◆ What is expected ◆
Repeat exactly the lines running from the first line of the data to the line containing "Digitize the connectivity", both ends included, and nothing else; drop the pictures.

(Stored data)
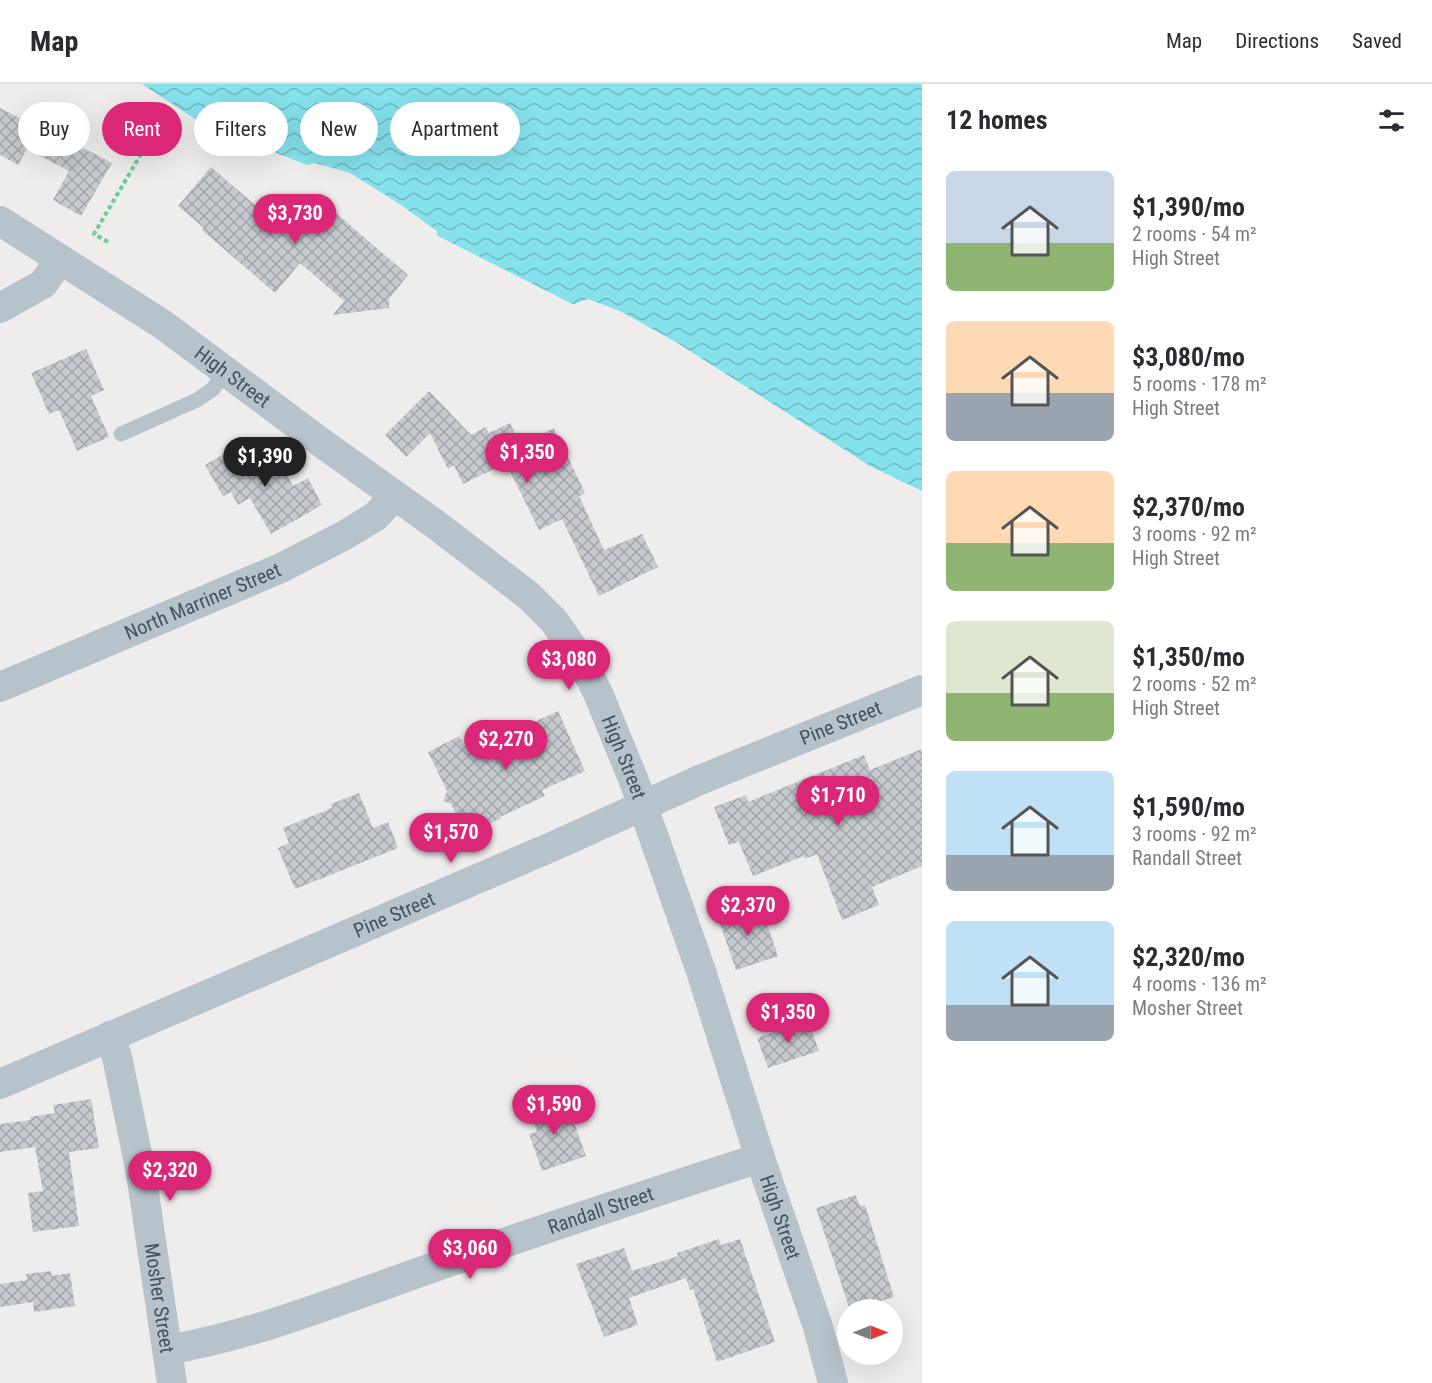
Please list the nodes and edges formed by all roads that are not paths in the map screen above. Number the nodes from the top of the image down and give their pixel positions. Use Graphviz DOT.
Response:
graph roads {
  1 [pos="0,221"];
  2 [pos="60,259"];
  3 [pos="0,308"];
  4 [pos="225,370"];
  5 [pos="122,434"];
  6 [pos="395,495"];
  7 [pos="0,687"];
  8 [pos="922,690"];
  9 [pos="642,805"];
  10 [pos="110,1036"];
  11 [pos="0,1084"];
  12 [pos="760,1158"];
  13 [pos="167,1350"];
  14 [pos="172,1383"];
  15 [pos="833,1383"];
  1 -- 2 [label="street, High Street"];
  2 -- 3 [label="street"];
  2 -- 4 [label="street, High Street"];
  4 -- 5 [label="lane"];
  4 -- 6 [label="street, High Street"];
  6 -- 7 [label="street, North Marriner Street"];
  6 -- 9 [label="street, High Street"];
  8 -- 9 [label="street, Pine Street"];
  9 -- 10 [label="street, Pine Street"];
  9 -- 12 [label="street, High Street"];
  10 -- 11 [label="street, Pine Street"];
  10 -- 13 [label="street, Mosher Street"];
  12 -- 13 [label="street, Randall Street"];
  12 -- 15 [label="street, High Street"];
  13 -- 14 [label="street, Mosher Street"];
}
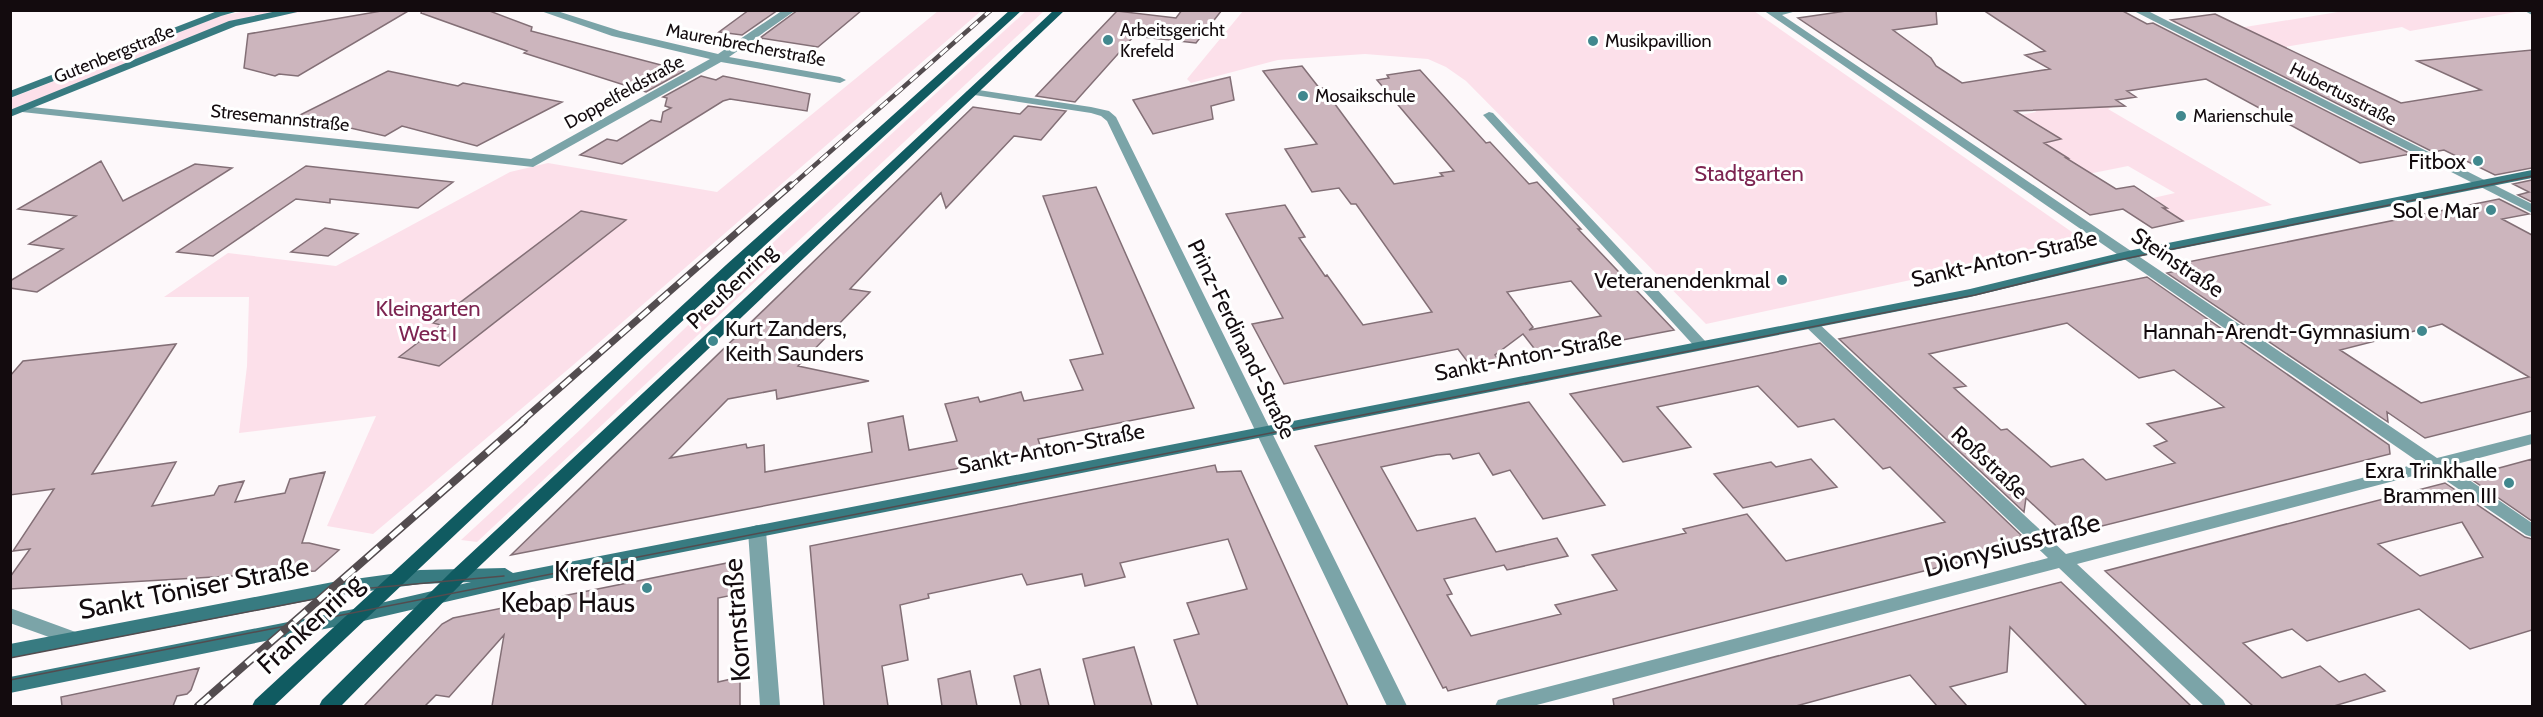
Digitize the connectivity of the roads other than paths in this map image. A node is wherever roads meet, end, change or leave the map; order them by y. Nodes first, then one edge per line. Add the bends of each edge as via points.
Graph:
1 (237, 10) edge
2 (301, 10) edge
3 (543, 10) edge
4 (791, 10) edge
5 (1017, 10) edge
6 (1060, 10) edge
7 (1795, 10) edge
8 (2137, 10) edge
9 (2528, 10) edge
10 (1771, 12) edge
11 (2532, 12) edge
12 (718, 59) junction
13 (840, 80) dead end
14 (972, 92) junction
15 (10, 95) edge
16 (16, 112) edge
17 (1489, 115) dead end
18 (533, 163) joint
19 (2532, 174) edge
20 (2482, 184) junction
21 (2532, 209) edge
22 (2128, 255) junction
23 (1811, 324) junction
24 (1701, 345) junction
25 (1262, 432) junction
26 (2532, 439) edge
27 (2434, 464) junction
28 (757, 531) junction
29 (2532, 531) edge
30 (2061, 560) junction
31 (459, 575) junction
32 (532, 575) junction
33 (396, 580) junction
34 (436, 598) junction
35 (10, 615) edge
36 (358, 615) junction
37 (74, 639) junction
38 (10, 651) edge
39 (10, 685) edge
40 (262, 706) edge
41 (329, 706) edge
42 (770, 706) edge
43 (1397, 706) edge
44 (1505, 706) edge
45 (2216, 706) edge

1 - 15 street, Gutenbergstraße
2 - 16 street, Gutenbergstraße via 233,23
3 - 12 street, Maurenbrecherstraße via 622,37
4 - 12 street, Doppelfeldstraße
5 - 33 main road, Preußenring
6 - 14 main road, Preußenring
7 - 10 street
8 - 20 street, Hubertusstraße
9 - 11 street
10 - 22 street, Steinstraße
12 - 13 street, Maurenbrecherstraße
12 - 18 street, Doppelfeldstraße
14 - 25 street, Prinz-Ferdinand-Straße via 1091,110 1112,118
14 - 31 main road, Preußenring
16 - 18 street, Stresemannstraße
17 - 24 street
19 - 20 street, Sankt-Anton-Straße
20 - 21 street, Hubertusstraße
20 - 22 street, Sankt-Anton-Straße
22 - 23 street, Sankt-Anton-Straße via 1970,293
22 - 27 street, Steinstraße
23 - 24 street, Sankt-Anton-Straße
23 - 30 street, Roßstraße
24 - 25 street, Sankt-Anton-Straße
25 - 28 street, Sankt-Anton-Straße
25 - 43 street, Prinz-Ferdinand-Straße
26 - 27 street, Dionysiusstraße
27 - 29 street, Steinstraße
27 - 30 street, Dionysiusstraße
28 - 32 street, Sankt-Anton-Straße
28 - 42 street, Kornstraße
30 - 44 street, Dionysiusstraße
30 - 45 street, Roßstraße
31 - 32 street, Sankt-Anton-Straße
31 - 33 street, Sankt Töniser Straße
31 - 34 main road, Preußenring
32 - 34 street, Sankt-Anton-Straße
33 - 36 main road, Frankenring
33 - 37 street, Sankt Töniser Straße
34 - 36 street
34 - 41 main road
35 - 37 street
36 - 39 street
36 - 40 main road, Frankenring
37 - 38 street, Sankt Töniser Straße

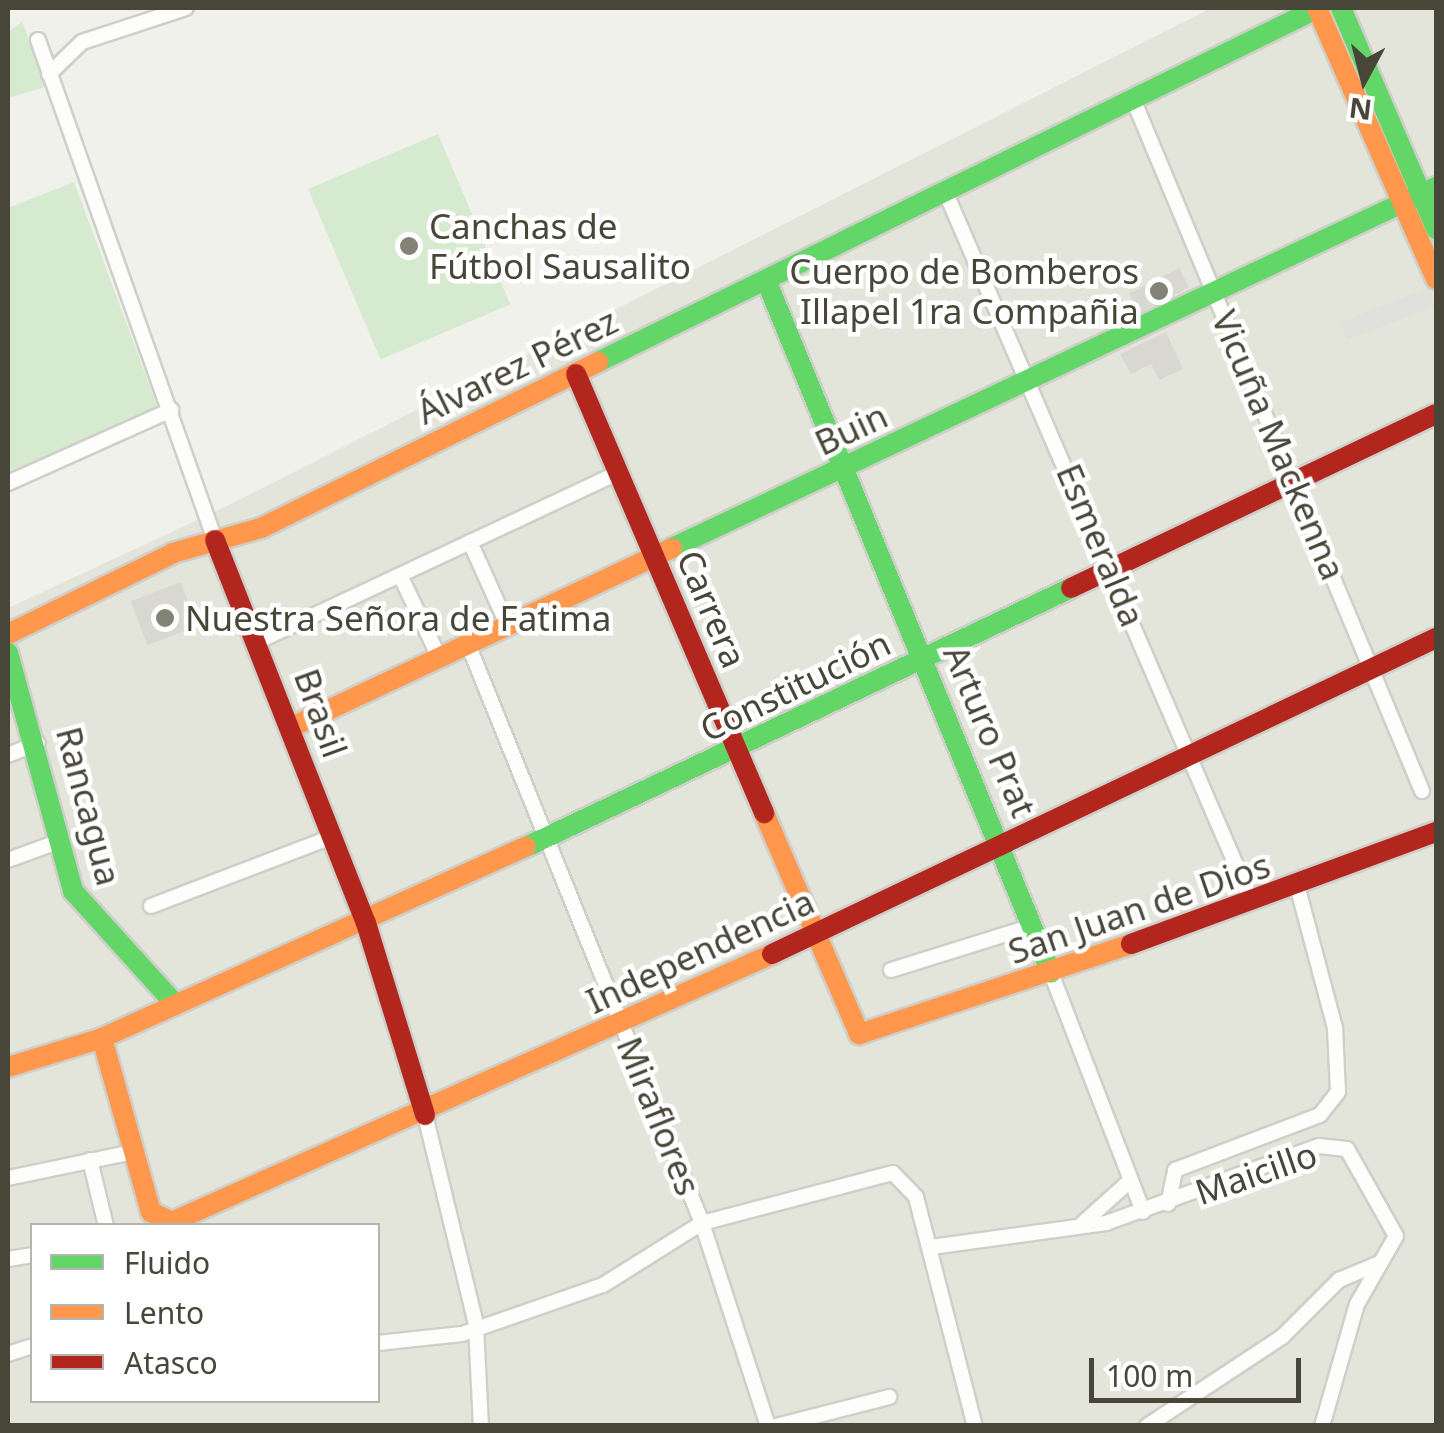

◆ Result of this exercise ◆
Please list the nodes and edges formed by all roads that are not paths in the map screen above. Number the nodes from the top of the image down and give their pixel positions. Use Graphviz DOT.
Response:
graph roads {
  1 [pos="0,221"];
  2 [pos="60,259"];
  3 [pos="0,308"];
  4 [pos="225,370"];
  5 [pos="122,434"];
  6 [pos="395,495"];
  7 [pos="0,687"];
  8 [pos="922,690"];
  9 [pos="642,805"];
  10 [pos="110,1036"];
  11 [pos="0,1084"];
  12 [pos="760,1158"];
  13 [pos="167,1350"];
  14 [pos="172,1383"];
  15 [pos="833,1383"];
  1 -- 2 [label="street, High Street"];
  2 -- 3 [label="street"];
  2 -- 4 [label="street, High Street"];
  4 -- 5 [label="lane"];
  4 -- 6 [label="street, High Street"];
  6 -- 7 [label="street, North Marriner Street"];
  6 -- 9 [label="street, High Street"];
  8 -- 9 [label="street, Pine Street"];
  9 -- 10 [label="street, Pine Street"];
  9 -- 12 [label="street, High Street"];
  10 -- 11 [label="street, Pine Street"];
  10 -- 13 [label="street, Mosher Street"];
  12 -- 13 [label="street, Randall Street"];
  12 -- 15 [label="street, High Street"];
  13 -- 14 [label="street, Mosher Street"];
}
Digitize the connectivity of the roads other than paths in this map image. A node is wherever roads meet, end, change or leave the map; order them by y. Nodes first, then one edge per line. Add the bends of each edge as via points.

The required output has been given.